___ Data to use ___

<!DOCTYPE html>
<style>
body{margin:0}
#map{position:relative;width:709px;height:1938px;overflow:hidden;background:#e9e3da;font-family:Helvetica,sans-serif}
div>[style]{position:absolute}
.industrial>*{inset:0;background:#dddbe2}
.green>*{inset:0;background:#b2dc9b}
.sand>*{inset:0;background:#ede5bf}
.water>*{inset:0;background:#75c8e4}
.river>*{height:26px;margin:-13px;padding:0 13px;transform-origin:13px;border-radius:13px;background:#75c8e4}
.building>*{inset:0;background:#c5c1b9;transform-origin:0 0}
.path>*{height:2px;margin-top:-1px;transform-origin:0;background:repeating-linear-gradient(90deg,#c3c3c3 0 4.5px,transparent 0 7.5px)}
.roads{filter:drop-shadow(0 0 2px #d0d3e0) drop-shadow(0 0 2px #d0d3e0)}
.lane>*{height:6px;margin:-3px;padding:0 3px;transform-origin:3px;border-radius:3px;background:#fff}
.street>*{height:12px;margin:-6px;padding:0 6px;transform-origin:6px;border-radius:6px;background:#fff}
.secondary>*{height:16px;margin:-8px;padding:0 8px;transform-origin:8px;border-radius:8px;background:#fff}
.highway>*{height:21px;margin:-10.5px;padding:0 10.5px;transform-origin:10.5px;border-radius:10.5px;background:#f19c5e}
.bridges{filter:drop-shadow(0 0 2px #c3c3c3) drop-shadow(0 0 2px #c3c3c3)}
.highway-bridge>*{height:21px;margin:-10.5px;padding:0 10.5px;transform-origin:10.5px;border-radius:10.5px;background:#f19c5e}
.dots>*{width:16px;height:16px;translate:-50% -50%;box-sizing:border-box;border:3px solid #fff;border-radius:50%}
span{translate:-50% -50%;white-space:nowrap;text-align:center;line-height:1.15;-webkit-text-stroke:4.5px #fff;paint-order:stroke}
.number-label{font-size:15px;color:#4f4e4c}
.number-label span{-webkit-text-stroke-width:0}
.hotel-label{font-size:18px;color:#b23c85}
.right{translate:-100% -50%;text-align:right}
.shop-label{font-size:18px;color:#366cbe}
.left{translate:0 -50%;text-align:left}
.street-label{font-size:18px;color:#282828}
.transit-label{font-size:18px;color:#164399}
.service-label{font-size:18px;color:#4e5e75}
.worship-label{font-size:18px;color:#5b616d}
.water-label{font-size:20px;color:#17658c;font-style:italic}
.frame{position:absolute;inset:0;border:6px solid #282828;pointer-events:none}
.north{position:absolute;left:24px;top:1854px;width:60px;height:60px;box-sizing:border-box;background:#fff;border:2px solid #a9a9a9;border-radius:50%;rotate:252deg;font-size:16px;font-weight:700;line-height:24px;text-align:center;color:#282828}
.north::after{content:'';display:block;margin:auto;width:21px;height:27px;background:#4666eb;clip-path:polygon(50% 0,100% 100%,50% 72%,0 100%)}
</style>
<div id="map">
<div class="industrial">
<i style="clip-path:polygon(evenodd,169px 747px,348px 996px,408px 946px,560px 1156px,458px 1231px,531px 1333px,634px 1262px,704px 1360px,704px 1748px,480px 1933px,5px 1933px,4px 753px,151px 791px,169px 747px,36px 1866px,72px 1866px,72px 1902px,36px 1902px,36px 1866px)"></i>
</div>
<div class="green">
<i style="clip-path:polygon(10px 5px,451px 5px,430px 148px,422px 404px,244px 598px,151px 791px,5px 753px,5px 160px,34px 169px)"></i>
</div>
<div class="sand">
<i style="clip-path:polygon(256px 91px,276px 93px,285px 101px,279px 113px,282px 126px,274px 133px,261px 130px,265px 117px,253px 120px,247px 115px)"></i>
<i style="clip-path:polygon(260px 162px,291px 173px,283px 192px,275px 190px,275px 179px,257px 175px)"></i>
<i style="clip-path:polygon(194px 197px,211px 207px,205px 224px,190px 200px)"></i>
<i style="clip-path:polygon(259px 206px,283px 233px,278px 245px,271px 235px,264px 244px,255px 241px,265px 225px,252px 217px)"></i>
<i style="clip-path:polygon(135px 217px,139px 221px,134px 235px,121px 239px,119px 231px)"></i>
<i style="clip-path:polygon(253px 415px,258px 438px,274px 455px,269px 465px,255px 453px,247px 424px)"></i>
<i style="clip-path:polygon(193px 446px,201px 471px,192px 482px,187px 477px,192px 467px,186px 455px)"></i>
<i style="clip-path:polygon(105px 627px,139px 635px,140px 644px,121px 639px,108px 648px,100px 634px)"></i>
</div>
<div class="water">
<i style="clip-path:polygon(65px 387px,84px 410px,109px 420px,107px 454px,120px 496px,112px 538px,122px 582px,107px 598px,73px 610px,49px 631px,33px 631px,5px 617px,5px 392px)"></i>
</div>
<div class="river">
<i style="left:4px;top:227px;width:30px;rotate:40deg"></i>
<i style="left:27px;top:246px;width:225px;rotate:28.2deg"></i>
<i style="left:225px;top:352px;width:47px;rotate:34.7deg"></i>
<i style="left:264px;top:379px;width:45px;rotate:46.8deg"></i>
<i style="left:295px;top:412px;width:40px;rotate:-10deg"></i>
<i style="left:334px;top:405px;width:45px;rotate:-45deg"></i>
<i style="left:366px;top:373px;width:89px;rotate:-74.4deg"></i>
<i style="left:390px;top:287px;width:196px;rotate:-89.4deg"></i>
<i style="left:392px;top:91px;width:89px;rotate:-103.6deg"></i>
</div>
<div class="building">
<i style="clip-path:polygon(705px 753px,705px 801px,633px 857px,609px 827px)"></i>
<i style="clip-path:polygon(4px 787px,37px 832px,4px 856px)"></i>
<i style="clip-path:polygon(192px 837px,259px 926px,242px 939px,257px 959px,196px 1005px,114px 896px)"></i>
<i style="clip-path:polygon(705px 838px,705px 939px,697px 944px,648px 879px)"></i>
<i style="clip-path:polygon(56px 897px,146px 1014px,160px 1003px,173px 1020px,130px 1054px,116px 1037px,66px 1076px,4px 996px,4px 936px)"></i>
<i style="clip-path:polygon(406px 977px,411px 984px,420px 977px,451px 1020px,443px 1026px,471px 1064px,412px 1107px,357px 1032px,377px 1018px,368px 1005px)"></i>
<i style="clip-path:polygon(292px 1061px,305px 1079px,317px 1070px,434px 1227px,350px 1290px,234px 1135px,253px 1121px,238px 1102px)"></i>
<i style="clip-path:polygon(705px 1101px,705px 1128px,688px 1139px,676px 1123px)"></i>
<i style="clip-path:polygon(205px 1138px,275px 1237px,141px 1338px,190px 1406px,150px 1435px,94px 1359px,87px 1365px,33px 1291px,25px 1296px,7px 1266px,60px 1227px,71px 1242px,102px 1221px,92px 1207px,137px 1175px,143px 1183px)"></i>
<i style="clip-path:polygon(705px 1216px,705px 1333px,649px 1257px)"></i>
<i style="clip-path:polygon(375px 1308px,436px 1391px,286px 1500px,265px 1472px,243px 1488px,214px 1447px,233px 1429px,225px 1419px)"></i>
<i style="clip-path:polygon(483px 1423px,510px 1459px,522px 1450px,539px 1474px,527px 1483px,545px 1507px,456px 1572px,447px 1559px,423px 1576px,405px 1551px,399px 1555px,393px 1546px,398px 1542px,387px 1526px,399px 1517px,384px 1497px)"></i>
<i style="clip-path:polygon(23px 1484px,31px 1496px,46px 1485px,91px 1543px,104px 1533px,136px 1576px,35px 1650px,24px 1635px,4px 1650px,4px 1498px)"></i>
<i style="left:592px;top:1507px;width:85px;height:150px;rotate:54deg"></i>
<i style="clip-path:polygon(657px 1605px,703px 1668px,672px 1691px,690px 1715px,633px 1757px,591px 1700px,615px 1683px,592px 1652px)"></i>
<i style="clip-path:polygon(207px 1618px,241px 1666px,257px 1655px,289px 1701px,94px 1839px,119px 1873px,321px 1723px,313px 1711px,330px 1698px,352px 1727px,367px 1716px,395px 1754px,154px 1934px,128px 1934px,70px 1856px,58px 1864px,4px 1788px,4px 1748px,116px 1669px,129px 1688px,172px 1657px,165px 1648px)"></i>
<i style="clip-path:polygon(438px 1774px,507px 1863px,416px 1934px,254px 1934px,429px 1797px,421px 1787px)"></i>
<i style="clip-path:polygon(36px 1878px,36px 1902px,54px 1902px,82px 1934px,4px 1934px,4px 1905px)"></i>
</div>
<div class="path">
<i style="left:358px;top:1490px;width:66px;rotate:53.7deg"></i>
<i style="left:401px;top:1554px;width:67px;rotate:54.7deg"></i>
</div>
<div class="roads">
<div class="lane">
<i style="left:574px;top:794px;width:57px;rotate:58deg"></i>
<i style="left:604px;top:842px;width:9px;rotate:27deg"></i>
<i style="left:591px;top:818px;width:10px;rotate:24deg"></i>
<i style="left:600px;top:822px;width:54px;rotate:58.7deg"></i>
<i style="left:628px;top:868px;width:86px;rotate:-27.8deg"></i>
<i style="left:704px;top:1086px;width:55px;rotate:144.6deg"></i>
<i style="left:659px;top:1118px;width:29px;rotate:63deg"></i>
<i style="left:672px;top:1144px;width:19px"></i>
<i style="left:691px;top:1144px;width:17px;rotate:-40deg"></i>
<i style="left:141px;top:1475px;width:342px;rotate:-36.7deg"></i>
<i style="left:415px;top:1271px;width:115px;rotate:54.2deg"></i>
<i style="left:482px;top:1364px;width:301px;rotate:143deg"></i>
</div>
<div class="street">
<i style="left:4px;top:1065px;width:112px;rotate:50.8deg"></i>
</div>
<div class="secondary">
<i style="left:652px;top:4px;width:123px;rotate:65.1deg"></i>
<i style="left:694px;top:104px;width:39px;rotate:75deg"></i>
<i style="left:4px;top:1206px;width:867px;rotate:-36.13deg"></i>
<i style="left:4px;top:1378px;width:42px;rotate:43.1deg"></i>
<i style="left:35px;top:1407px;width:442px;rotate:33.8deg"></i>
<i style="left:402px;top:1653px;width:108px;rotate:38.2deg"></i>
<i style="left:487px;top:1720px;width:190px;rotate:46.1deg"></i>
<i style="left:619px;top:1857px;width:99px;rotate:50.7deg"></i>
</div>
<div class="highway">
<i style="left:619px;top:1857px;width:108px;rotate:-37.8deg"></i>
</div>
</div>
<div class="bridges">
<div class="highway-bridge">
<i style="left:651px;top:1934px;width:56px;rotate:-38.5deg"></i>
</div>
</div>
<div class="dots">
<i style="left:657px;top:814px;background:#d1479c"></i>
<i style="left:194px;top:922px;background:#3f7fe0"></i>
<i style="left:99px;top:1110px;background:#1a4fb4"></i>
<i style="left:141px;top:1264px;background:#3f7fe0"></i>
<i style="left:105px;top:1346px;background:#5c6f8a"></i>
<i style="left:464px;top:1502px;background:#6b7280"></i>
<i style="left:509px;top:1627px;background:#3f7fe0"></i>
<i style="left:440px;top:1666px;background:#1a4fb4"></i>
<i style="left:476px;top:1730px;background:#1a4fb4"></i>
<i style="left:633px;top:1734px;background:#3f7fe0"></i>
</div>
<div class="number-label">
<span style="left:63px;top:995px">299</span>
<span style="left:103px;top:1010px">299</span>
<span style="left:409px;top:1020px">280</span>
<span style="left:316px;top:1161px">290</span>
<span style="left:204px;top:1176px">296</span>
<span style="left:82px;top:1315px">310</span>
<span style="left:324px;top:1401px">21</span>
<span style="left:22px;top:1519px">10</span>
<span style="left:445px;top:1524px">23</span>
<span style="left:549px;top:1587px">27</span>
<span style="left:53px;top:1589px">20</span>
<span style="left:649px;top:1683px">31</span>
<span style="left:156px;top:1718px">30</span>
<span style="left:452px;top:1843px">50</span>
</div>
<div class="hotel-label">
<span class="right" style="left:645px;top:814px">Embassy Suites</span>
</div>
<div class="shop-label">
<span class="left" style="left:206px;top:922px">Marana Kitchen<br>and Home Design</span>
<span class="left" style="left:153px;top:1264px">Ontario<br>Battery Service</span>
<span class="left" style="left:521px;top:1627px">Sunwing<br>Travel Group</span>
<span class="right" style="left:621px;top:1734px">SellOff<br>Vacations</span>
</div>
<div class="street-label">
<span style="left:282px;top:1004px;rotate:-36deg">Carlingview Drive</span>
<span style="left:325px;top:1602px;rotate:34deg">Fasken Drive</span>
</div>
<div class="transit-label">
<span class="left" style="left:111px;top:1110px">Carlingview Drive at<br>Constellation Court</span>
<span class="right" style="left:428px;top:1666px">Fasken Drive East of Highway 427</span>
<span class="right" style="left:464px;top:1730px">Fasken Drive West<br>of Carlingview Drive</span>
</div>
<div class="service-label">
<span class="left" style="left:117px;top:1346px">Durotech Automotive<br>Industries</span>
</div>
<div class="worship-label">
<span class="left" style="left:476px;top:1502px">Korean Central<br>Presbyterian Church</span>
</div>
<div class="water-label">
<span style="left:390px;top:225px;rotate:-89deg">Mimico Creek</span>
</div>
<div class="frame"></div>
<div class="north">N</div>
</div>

___

Your instructions:
All lines that contain the word "transform" must be copied from the records above.

Reply:
.river>*{height:26px;margin:-13px;padding:0 13px;transform-origin:13px;border-radius:13px;background:#75c8e4}
.building>*{inset:0;background:#c5c1b9;transform-origin:0 0}
.path>*{height:2px;margin-top:-1px;transform-origin:0;background:repeating-linear-gradient(90deg,#c3c3c3 0 4.5px,transparent 0 7.5px)}
.lane>*{height:6px;margin:-3px;padding:0 3px;transform-origin:3px;border-radius:3px;background:#fff}
.street>*{height:12px;margin:-6px;padding:0 6px;transform-origin:6px;border-radius:6px;background:#fff}
.secondary>*{height:16px;margin:-8px;padding:0 8px;transform-origin:8px;border-radius:8px;background:#fff}
.highway>*{height:21px;margin:-10.5px;padding:0 10.5px;transform-origin:10.5px;border-radius:10.5px;background:#f19c5e}
.highway-bridge>*{height:21px;margin:-10.5px;padding:0 10.5px;transform-origin:10.5px;border-radius:10.5px;background:#f19c5e}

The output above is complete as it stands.